Confections Of Love is a bizarrely grandiose 60s pop record full of full string arrangements, horns and of course Brute’s voice right up front. Songs about loving mechanics, the pleasures of sitting on sandwiches and tapeworms of love fill up the 11 tracks that make up the record. At times the record almost gets theatrical, such as “The Sad Sad World Of Mothers And Fathers” with it’s dialog between Brute’s choruses: “Don’t disturb me / can’t you see I’m watching the game?” father responds to mother, who replies back “Don’t disturb me / can’t you see I’m watching James Cagney?” over a full Cagney movie impression. Style isn’t really limited in any way on the album, such as the Spanish influenced “Tierra Del Fuego” and the almost circus sounding chorus of “Brute’s Party”. The album hits it’s bizarrest point with the bouncing “Tapeworm Of Love”. “I know I should get an operation / but I enjoy the sensation” Brute sings over a sitar playing the lead on the track before launching into the chorus “It’s the tapeworm of love / eating my heart out over you”.
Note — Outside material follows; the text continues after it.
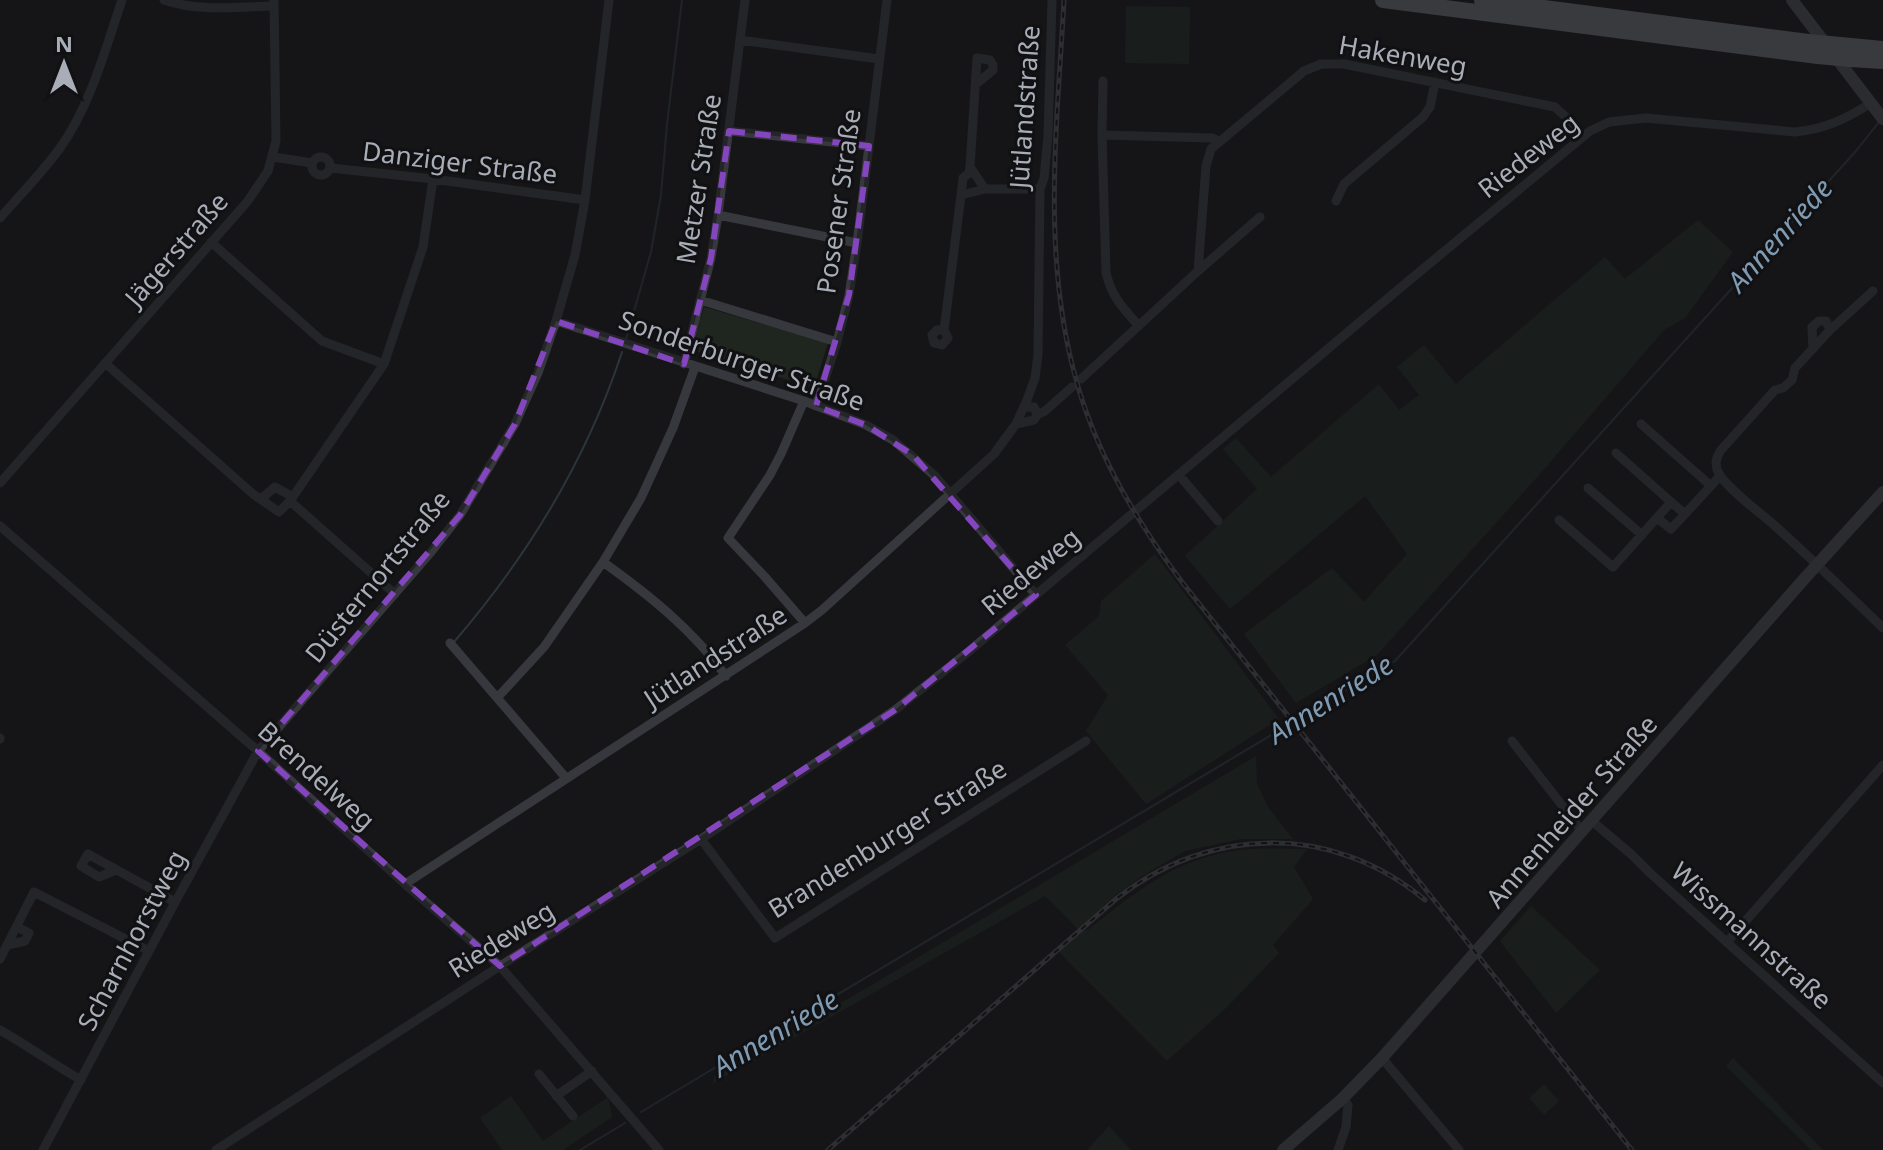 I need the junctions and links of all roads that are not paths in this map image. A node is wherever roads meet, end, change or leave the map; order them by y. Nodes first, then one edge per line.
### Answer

This reissue adds five bonus tracks, the most notorious of these tracks in the last bonus track “King Of Fuh”. “King of Fuh” is the tale of the mythical land of Fuh and more importantly, it’s king. The King Of Fuh. The Fuh King. You get it. Originally picked up by George Harrison and John Lennon and pressed as a limited single on their Apple Records, “King Of Fuh” was only released in a very limited quantity knowing that Apple’s partner EMI records would never release such a song. “King Of Fuh” is actually a pretty clever track, an almost Nilsson-esque ballad complete with overdubbed strings. The rest of the bonus tracks are a little more serious than the album itself, especially the vaguely psychedelic pop of “Nobody Knows” which Brute almost gets a little too dramatic for.
Confections Of Love might not quite be a long lost masterwork, but it is an amazingly interesting and weird document of an artist who never got his due. As the internet and media makes it easier for lost classics and records a bit ahead of their time to finally see some notice of their lost works. There’s lots to love about this record, a charming and bizarre look at a unique lost songwriter of the 1960s.